%%
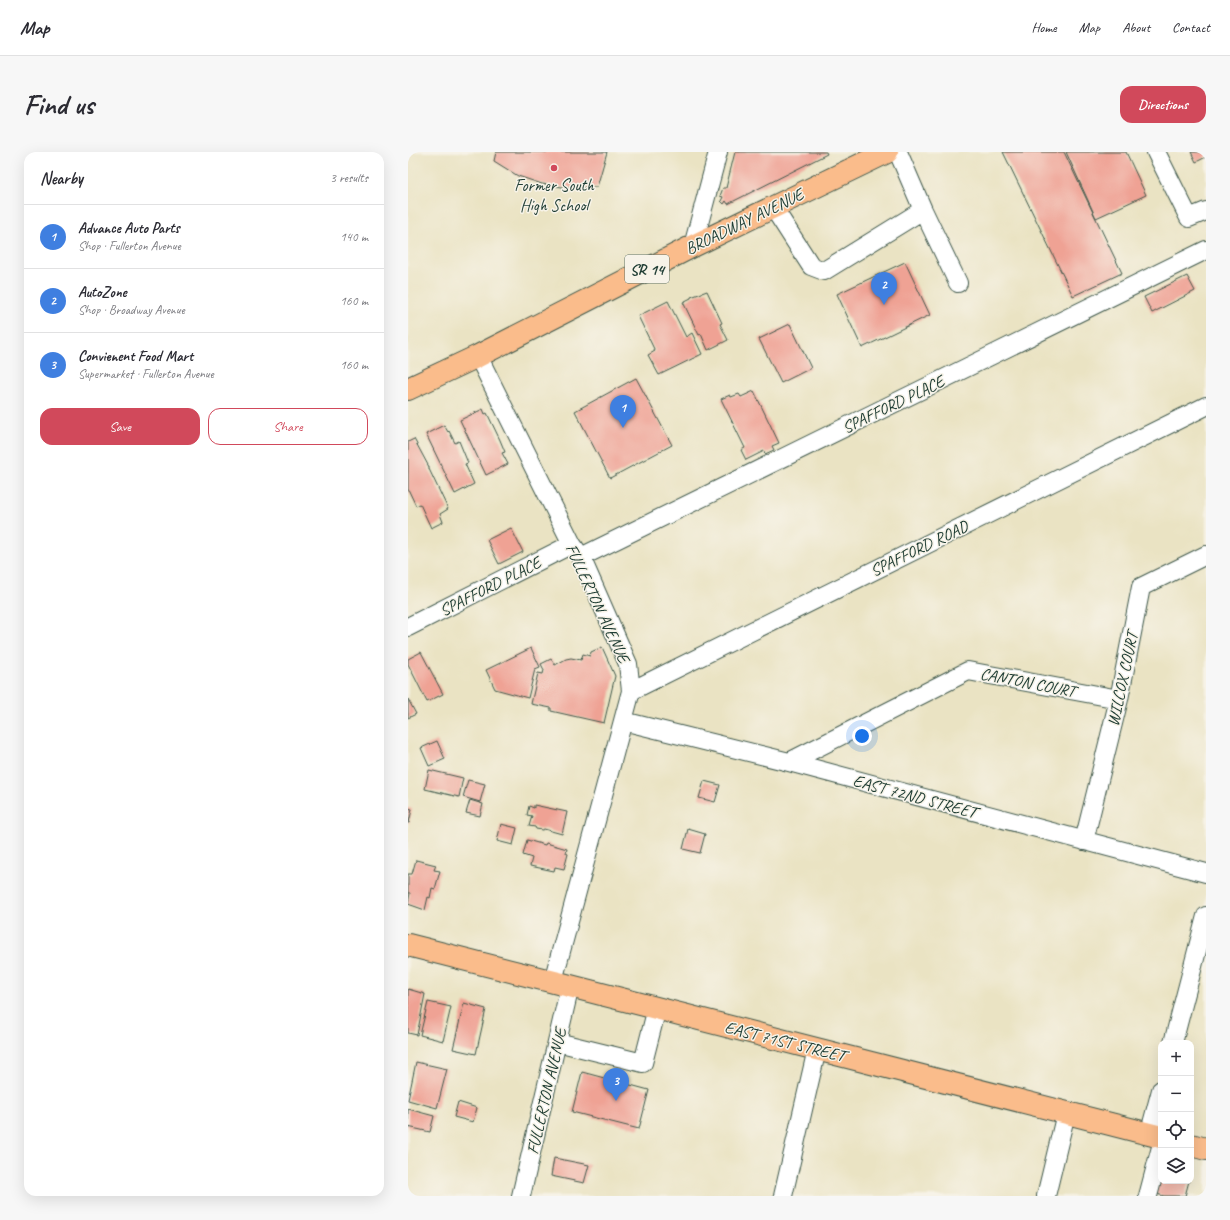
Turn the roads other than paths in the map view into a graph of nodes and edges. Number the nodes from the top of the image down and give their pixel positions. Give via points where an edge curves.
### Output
1 (718, 152) edge
2 (887, 152) edge
3 (898, 152) edge
4 (1156, 152) edge
5 (773, 207) junction
6 (923, 210) junction
7 (1206, 211) edge
8 (693, 246) junction
9 (1206, 250) edge
10 (958, 283) dead end
11 (478, 356) junction
12 (408, 389) edge
13 (1206, 406) edge
14 (576, 551) junction
15 (1206, 555) edge
16 (408, 627) edge
17 (631, 691) junction
18 (1119, 699) junction
19 (623, 721) junction
20 (789, 762) junction
21 (1084, 841) junction
22 (1206, 873) edge
23 (1206, 916) edge
24 (408, 945) edge
25 (562, 983) junction
26 (657, 1008) junction
27 (1174, 1040) edge
28 (557, 1042) junction
29 (817, 1049) junction
30 (1159, 1112) edge
31 (1066, 1113) junction
32 (1157, 1140) edge
33 (1194, 1146) edge
34 (1206, 1149) edge
35 (521, 1196) edge
36 (783, 1196) edge
37 (1046, 1196) edge
38 (1148, 1196) edge

1 - 8 street
2 - 5 main road, BROADWAY AVENUE / SR 14
3 - 6 street
4 - 7 street via 1189,218
5 - 6 street via 812,266 824,271
5 - 8 main road, BROADWAY AVENUE / SR 14
6 - 10 street
8 - 11 main road, BROADWAY AVENUE / SR 14
9 - 14 street, SPAFFORD PLACE
11 - 12 main road, BROADWAY AVENUE / SR 14
11 - 14 street, FULLERTON AVENUE
13 - 17 street, SPAFFORD ROAD
14 - 16 street, SPAFFORD PLACE
14 - 17 street, FULLERTON AVENUE via 628,664
15 - 18 street, WILCOX COURT via 1141,587
17 - 19 street, FULLERTON AVENUE
18 - 20 street, CANTON COURT via 968,671
18 - 21 street, WILCOX COURT
19 - 20 street, EAST 72ND STREET
19 - 25 street, FULLERTON AVENUE
20 - 21 street, EAST 72ND STREET
21 - 22 street, EAST 72ND STREET
23 - 27 street
24 - 25 main road, EAST 71ST STREET
25 - 26 main road, EAST 71ST STREET
25 - 28 street, FULLERTON AVENUE
26 - 28 street via 643,1063
26 - 29 main road, EAST 71ST STREET
28 - 35 street, FULLERTON AVENUE
29 - 31 main road, EAST 71ST STREET
29 - 36 street
30 - 32 street
31 - 32 main road, EAST 71ST STREET
31 - 37 street
32 - 38 street
33 - 34 main road

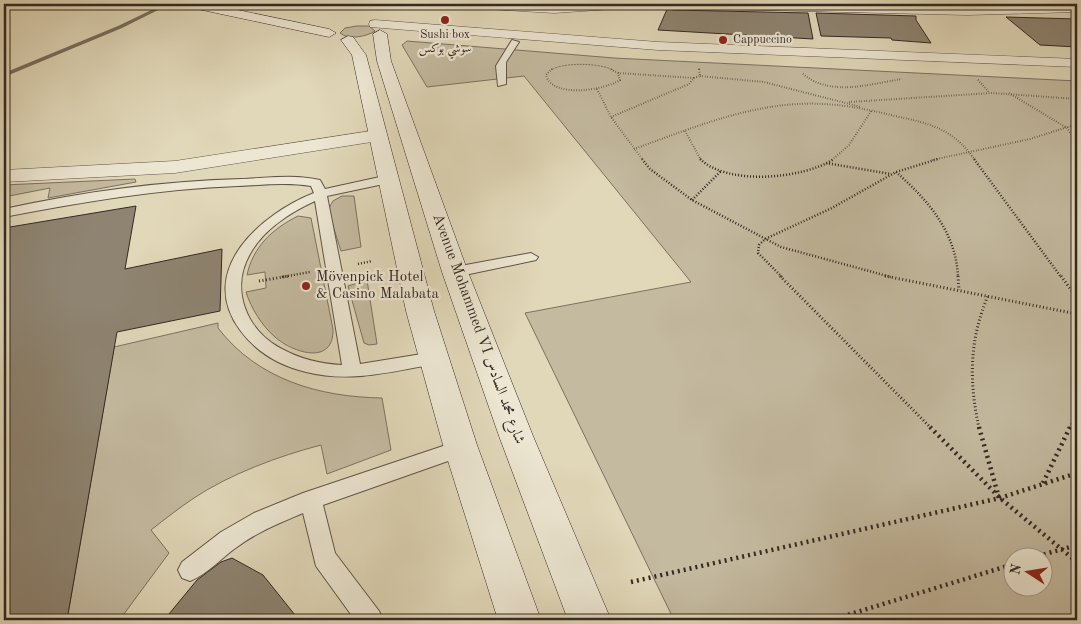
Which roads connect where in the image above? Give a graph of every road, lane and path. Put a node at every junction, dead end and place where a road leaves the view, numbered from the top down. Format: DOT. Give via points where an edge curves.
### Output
%%
_Problem description_
The lines to reproduce run from the line containing "Which roads connect" to the end of the listing; write them out exactly and add nothing.

_Response to the task_
Which roads connect where in the image above? Give a graph of every road, lane and path. Put a node at every junction, dead end and place where a road leaves the view, numbered from the top down. Format: DOT. Give via points where an edge curves.
### Output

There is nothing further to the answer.